*Brief:* Could you repeat all of the entries word for word, minus any pictures?

----

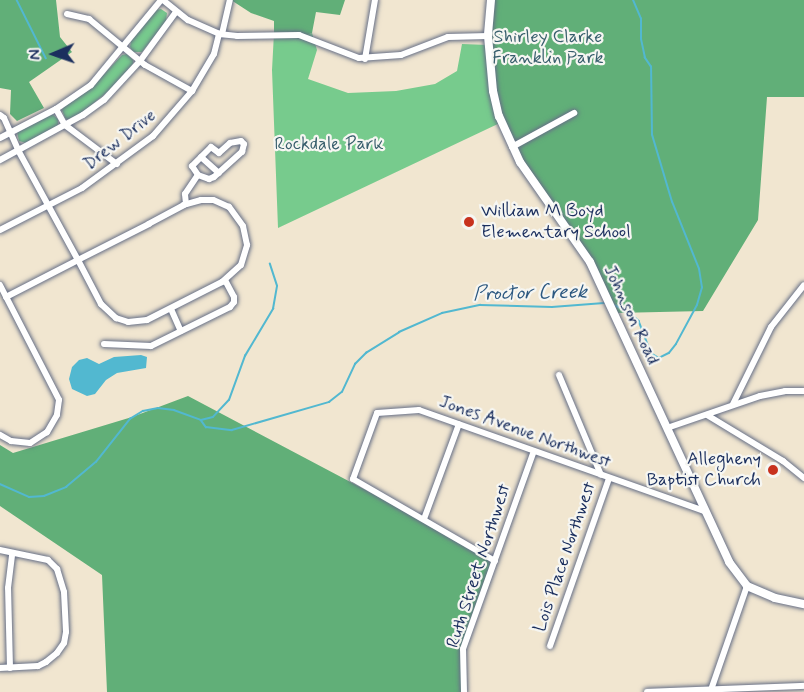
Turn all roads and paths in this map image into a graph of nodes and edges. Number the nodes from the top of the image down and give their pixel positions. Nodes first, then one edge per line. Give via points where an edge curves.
1 (162, 0) edge
2 (230, 0) edge
3 (375, 0) edge
4 (491, 0) edge
5 (176, 12) junction
6 (67, 14) dead end
7 (221, 34) junction
8 (488, 36) junction
9 (124, 48) junction
10 (365, 58) junction
11 (140, 61) junction
12 (192, 91) junction
13 (56, 109) junction
14 (574, 113) dead end
15 (0, 115) edge
16 (65, 125) junction
17 (11, 132) junction
18 (0, 138) edge
19 (512, 147) junction
20 (18, 150) junction
21 (201, 157) junction
22 (0, 159) edge
23 (117, 164) junction
24 (219, 173) junction
25 (198, 175) junction
26 (186, 204) junction
27 (48, 205) junction
28 (0, 230) edge
29 (78, 260) junction
30 (225, 279) junction
31 (0, 285) edge
32 (804, 285) edge
33 (6, 297) junction
34 (171, 309) junction
35 (181, 331) junction
36 (104, 344) dead end
37 (559, 375) dead end
38 (804, 391) edge
39 (733, 404) junction
40 (707, 415) junction
41 (459, 424) junction
42 (667, 428) junction
43 (0, 435) edge
44 (534, 451) junction
45 (601, 475) junction
46 (609, 478) junction
47 (804, 478) edge
48 (705, 511) junction
49 (424, 519) junction
50 (0, 550) edge
51 (12, 553) junction
52 (495, 561) junction
53 (747, 586) junction
54 (804, 604) edge
55 (550, 646) dead end
56 (0, 668) edge
57 (10, 668) junction
58 (804, 686) edge
59 (711, 690) edge
60 (464, 692) edge
61 (647, 692) edge

1 - 5 street
1 - 9 street
2 - 7 street, Drew Drive
3 - 10 street
4 - 8 street, Johnson Road
5 - 7 street
5 - 11 street
6 - 9 street via 89,19
7 - 10 street via 299,35 345,55
7 - 12 street, Drew Drive
8 - 10 street via 448,37 401,55
8 - 19 street, Johnson Road via 493,92
9 - 11 street
9 - 13 street via 91,85
11 - 12 street
11 - 16 street via 104,100
12 - 23 street, Drew Drive via 153,136
13 - 16 street
13 - 17 street
14 - 19 street
15 - 17 street
16 - 20 street
16 - 23 street
17 - 18 street
17 - 20 street
19 - 42 street, Johnson Road via 531,180 583,250
20 - 22 street
20 - 27 street
21 - 24 street
21 - 24 street via 211,147 219,153 230,143 241,141 242,152
21 - 25 street via 192,165
23 - 27 street, Drew Drive
24 - 25 street via 209,179
25 - 26 street via 185,194
26 - 29 street
26 - 30 street via 201,200 220,202 229,207 243,226 245,257 234,274
27 - 28 street, Drew Drive
27 - 29 street
29 - 33 street
29 - 34 street via 100,304 116,318 128,322 147,320
30 - 34 street
30 - 35 street via 234,302
31 - 33 street
32 - 39 street via 771,327
33 - 43 street via 59,400 57,415 47,432 30,443
34 - 35 street
35 - 36 street via 145,347
37 - 45 street, Lois Place Northwest
38 - 39 street via 785,391
39 - 40 street
40 - 42 street
40 - 47 street
41 - 44 street, Jones Avenue Northwest
41 - 49 street
41 - 49 street, Jones Avenue Northwest via 419,410 377,413 353,479
42 - 48 street, Johnson Road
44 - 45 street, Jones Avenue Northwest
44 - 52 street, Ruth Street Northwest
45 - 46 street, Jones Avenue Northwest
46 - 48 street, Jones Avenue Northwest
46 - 55 street, Lois Place Northwest
48 - 53 street, Johnson Road via 729,562
49 - 52 street
50 - 51 street
51 - 57 street via 8,588
51 - 57 street via 48,560 57,569 64,592 66,632 64,643 46,662
52 - 60 street, Ruth Street Northwest via 463,649
53 - 54 street, Johnson Road via 775,598
53 - 59 street
56 - 57 street
58 - 59 street
59 - 61 street

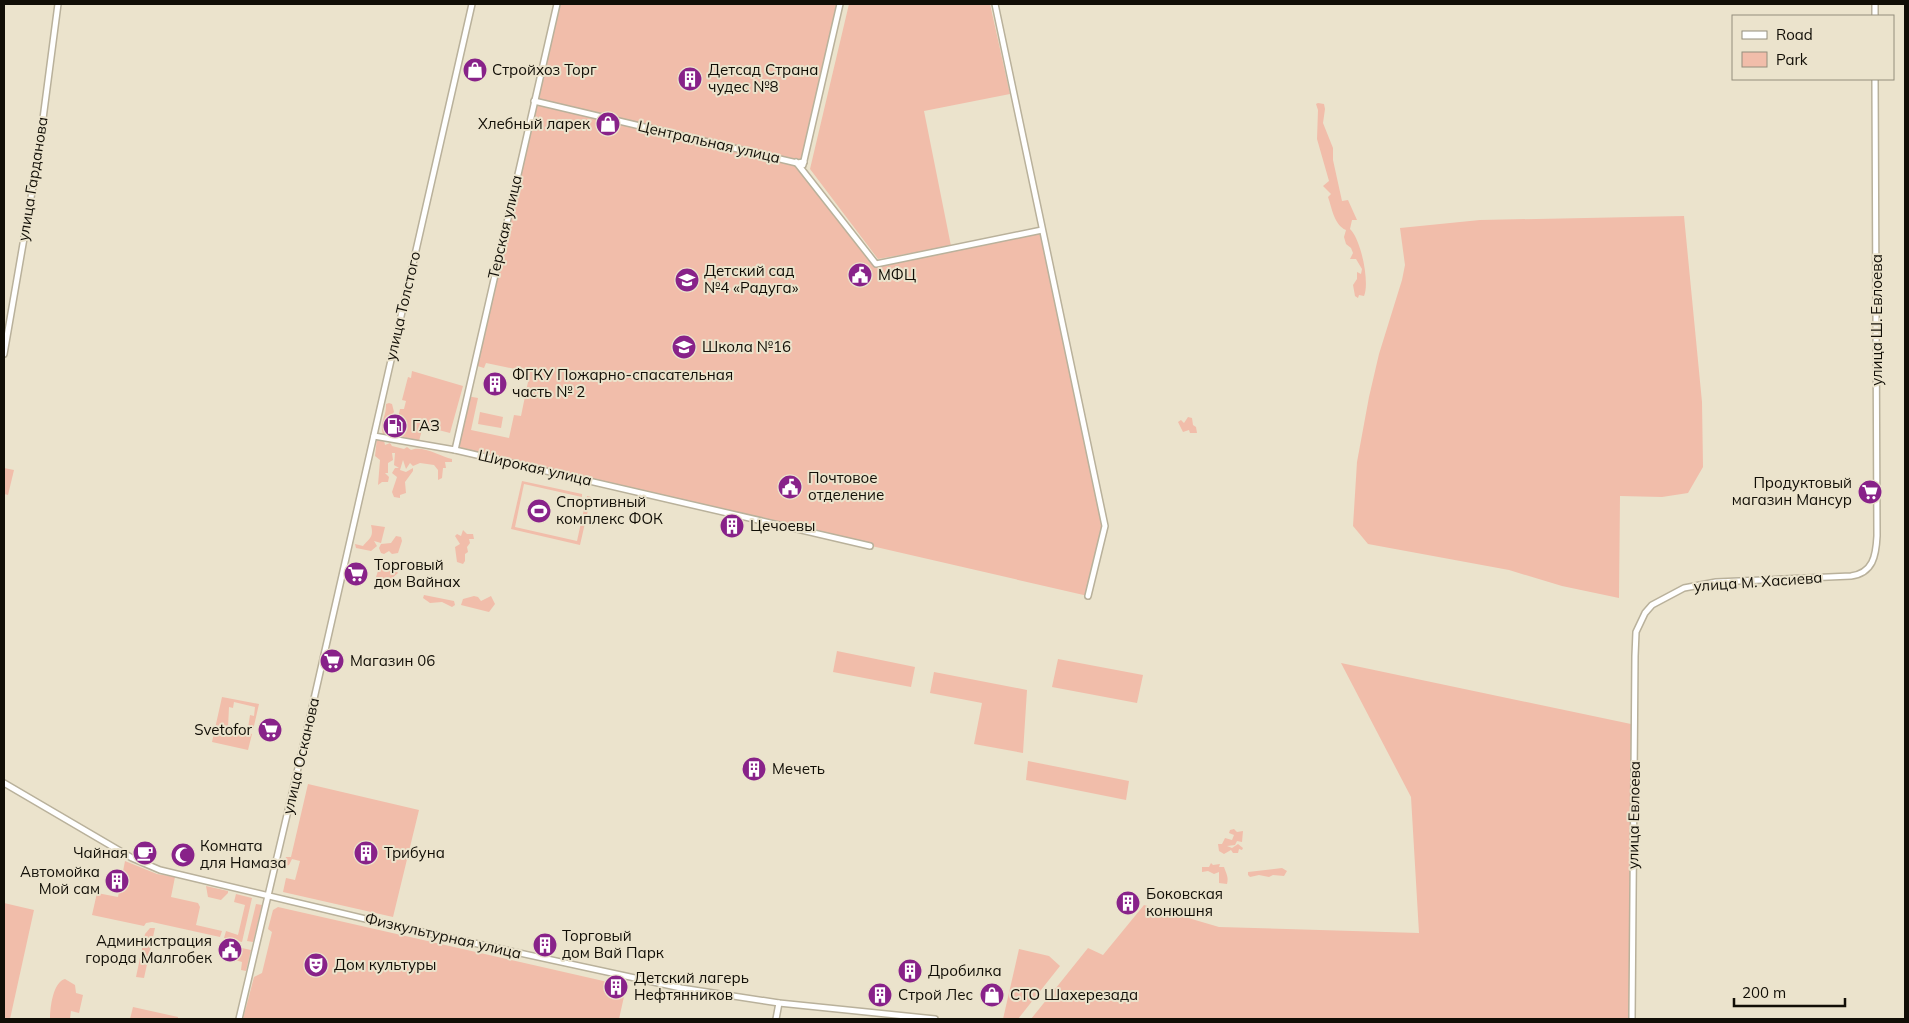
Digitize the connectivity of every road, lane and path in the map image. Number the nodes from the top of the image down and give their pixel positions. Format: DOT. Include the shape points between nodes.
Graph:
graph roads {
  1 [pos="58,4"];
  2 [pos="471,4"];
  3 [pos="557,4"];
  4 [pos="840,4"];
  5 [pos="995,4"];
  6 [pos="1875,80"];
  7 [pos="534,102"];
  8 [pos="796,162"];
  9 [pos="804,162"];
  10 [pos="802,170"];
  11 [pos="1042,230"];
  12 [pos="4,354"];
  13 [pos="374,436"];
  14 [pos="455,450"];
  15 [pos="870,546"];
  16 [pos="1873,562"];
  17 [pos="1088,596"];
  18 [pos="334,609"];
  19 [pos="1645,613"];
  20 [pos="4,783"];
  21 [pos="268,896"];
  22 [pos="779,1003"];
  23 [pos="239,1019"];
  24 [pos="776,1019"];
  25 [pos="935,1019"];
  26 [pos="1632,1019"];
  1 -- 12 [label="street, улица Гарданова" via="38,157"];
  2 -- 13 [label="street, улица Толстого"];
  3 -- 7 [label="street, Терская улица"];
  4 -- 9 [label="street"];
  5 -- 11 [label="street"];
  6 -- 16 [label="street, улица Ш. Евлоева" via="1877,536"];
  7 -- 8 [label="street, Центральная улица"];
  7 -- 14 [label="street, Терская улица"];
  8 -- 9 [label="street"];
  8 -- 10 [label="street, Центральная улица"];
  9 -- 10 [label="street"];
  10 -- 11 [label="street, Центральная улица" via="876,264"];
  11 -- 17 [label="street" via="1105,526"];
  13 -- 14 [label="street, Широкая улица"];
  13 -- 18 [label="street, улица Толстого"];
  14 -- 15 [label="street, Широкая улица"];
  16 -- 19 [label="street, улица М. Хасиева" via="1861,574 1851,576 1700,584 1668,595"];
  18 -- 21 [label="street, улица Осканова"];
  19 -- 26 [label="street, улица Евлоева" via="1636,640"];
  20 -- 21 [label="street, Физкультурная улица" via="153,867"];
  21 -- 22 [label="street, Физкультурная улица" via="681,988"];
  21 -- 23 [label="street, улица Осканова"];
  22 -- 24 [label="street"];
  22 -- 25 [label="street, Физкультурная улица"];
}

----

*Answer area:*
Turn all roads and paths in this map image into a graph of nodes and edges. Number the nodes from the top of the image down and give their pixel positions. Nodes first, then one edge per line. Give via points where an edge curves.
1 (162, 0) edge
2 (230, 0) edge
3 (375, 0) edge
4 (491, 0) edge
5 (176, 12) junction
6 (67, 14) dead end
7 (221, 34) junction
8 (488, 36) junction
9 (124, 48) junction
10 (365, 58) junction
11 (140, 61) junction
12 (192, 91) junction
13 (56, 109) junction
14 (574, 113) dead end
15 (0, 115) edge
16 (65, 125) junction
17 (11, 132) junction
18 (0, 138) edge
19 (512, 147) junction
20 (18, 150) junction
21 (201, 157) junction
22 (0, 159) edge
23 (117, 164) junction
24 (219, 173) junction
25 (198, 175) junction
26 (186, 204) junction
27 (48, 205) junction
28 (0, 230) edge
29 (78, 260) junction
30 (225, 279) junction
31 (0, 285) edge
32 (804, 285) edge
33 (6, 297) junction
34 (171, 309) junction
35 (181, 331) junction
36 (104, 344) dead end
37 (559, 375) dead end
38 (804, 391) edge
39 (733, 404) junction
40 (707, 415) junction
41 (459, 424) junction
42 (667, 428) junction
43 (0, 435) edge
44 (534, 451) junction
45 (601, 475) junction
46 (609, 478) junction
47 (804, 478) edge
48 (705, 511) junction
49 (424, 519) junction
50 (0, 550) edge
51 (12, 553) junction
52 (495, 561) junction
53 (747, 586) junction
54 (804, 604) edge
55 (550, 646) dead end
56 (0, 668) edge
57 (10, 668) junction
58 (804, 686) edge
59 (711, 690) edge
60 (464, 692) edge
61 (647, 692) edge

1 - 5 street
1 - 9 street
2 - 7 street, Drew Drive
3 - 10 street
4 - 8 street, Johnson Road
5 - 7 street
5 - 11 street
6 - 9 street via 89,19
7 - 10 street via 299,35 345,55
7 - 12 street, Drew Drive
8 - 10 street via 448,37 401,55
8 - 19 street, Johnson Road via 493,92
9 - 11 street
9 - 13 street via 91,85
11 - 12 street
11 - 16 street via 104,100
12 - 23 street, Drew Drive via 153,136
13 - 16 street
13 - 17 street
14 - 19 street
15 - 17 street
16 - 20 street
16 - 23 street
17 - 18 street
17 - 20 street
19 - 42 street, Johnson Road via 531,180 583,250
20 - 22 street
20 - 27 street
21 - 24 street
21 - 24 street via 211,147 219,153 230,143 241,141 242,152
21 - 25 street via 192,165
23 - 27 street, Drew Drive
24 - 25 street via 209,179
25 - 26 street via 185,194
26 - 29 street
26 - 30 street via 201,200 220,202 229,207 243,226 245,257 234,274
27 - 28 street, Drew Drive
27 - 29 street
29 - 33 street
29 - 34 street via 100,304 116,318 128,322 147,320
30 - 34 street
30 - 35 street via 234,302
31 - 33 street
32 - 39 street via 771,327
33 - 43 street via 59,400 57,415 47,432 30,443
34 - 35 street
35 - 36 street via 145,347
37 - 45 street, Lois Place Northwest
38 - 39 street via 785,391
39 - 40 street
40 - 42 street
40 - 47 street
41 - 44 street, Jones Avenue Northwest
41 - 49 street
41 - 49 street, Jones Avenue Northwest via 419,410 377,413 353,479
42 - 48 street, Johnson Road
44 - 45 street, Jones Avenue Northwest
44 - 52 street, Ruth Street Northwest
45 - 46 street, Jones Avenue Northwest
46 - 48 street, Jones Avenue Northwest
46 - 55 street, Lois Place Northwest
48 - 53 street, Johnson Road via 729,562
49 - 52 street
50 - 51 street
51 - 57 street via 8,588
51 - 57 street via 48,560 57,569 64,592 66,632 64,643 46,662
52 - 60 street, Ruth Street Northwest via 463,649
53 - 54 street, Johnson Road via 775,598
53 - 59 street
56 - 57 street
58 - 59 street
59 - 61 street

Digitize the connectivity of every road, lane and path in the map image. Number the nodes from the top of the image down and give their pixel positions. Format: DOT. Include the shape points between nodes.
Graph:
graph roads {
  1 [pos="58,4"];
  2 [pos="471,4"];
  3 [pos="557,4"];
  4 [pos="840,4"];
  5 [pos="995,4"];
  6 [pos="1875,80"];
  7 [pos="534,102"];
  8 [pos="796,162"];
  9 [pos="804,162"];
  10 [pos="802,170"];
  11 [pos="1042,230"];
  12 [pos="4,354"];
  13 [pos="374,436"];
  14 [pos="455,450"];
  15 [pos="870,546"];
  16 [pos="1873,562"];
  17 [pos="1088,596"];
  18 [pos="334,609"];
  19 [pos="1645,613"];
  20 [pos="4,783"];
  21 [pos="268,896"];
  22 [pos="779,1003"];
  23 [pos="239,1019"];
  24 [pos="776,1019"];
  25 [pos="935,1019"];
  26 [pos="1632,1019"];
  1 -- 12 [label="street, улица Гарданова" via="38,157"];
  2 -- 13 [label="street, улица Толстого"];
  3 -- 7 [label="street, Терская улица"];
  4 -- 9 [label="street"];
  5 -- 11 [label="street"];
  6 -- 16 [label="street, улица Ш. Евлоева" via="1877,536"];
  7 -- 8 [label="street, Центральная улица"];
  7 -- 14 [label="street, Терская улица"];
  8 -- 9 [label="street"];
  8 -- 10 [label="street, Центральная улица"];
  9 -- 10 [label="street"];
  10 -- 11 [label="street, Центральная улица" via="876,264"];
  11 -- 17 [label="street" via="1105,526"];
  13 -- 14 [label="street, Широкая улица"];
  13 -- 18 [label="street, улица Толстого"];
  14 -- 15 [label="street, Широкая улица"];
  16 -- 19 [label="street, улица М. Хасиева" via="1861,574 1851,576 1700,584 1668,595"];
  18 -- 21 [label="street, улица Осканова"];
  19 -- 26 [label="street, улица Евлоева" via="1636,640"];
  20 -- 21 [label="street, Физкультурная улица" via="153,867"];
  21 -- 22 [label="street, Физкультурная улица" via="681,988"];
  21 -- 23 [label="street, улица Осканова"];
  22 -- 24 [label="street"];
  22 -- 25 [label="street, Физкультурная улица"];
}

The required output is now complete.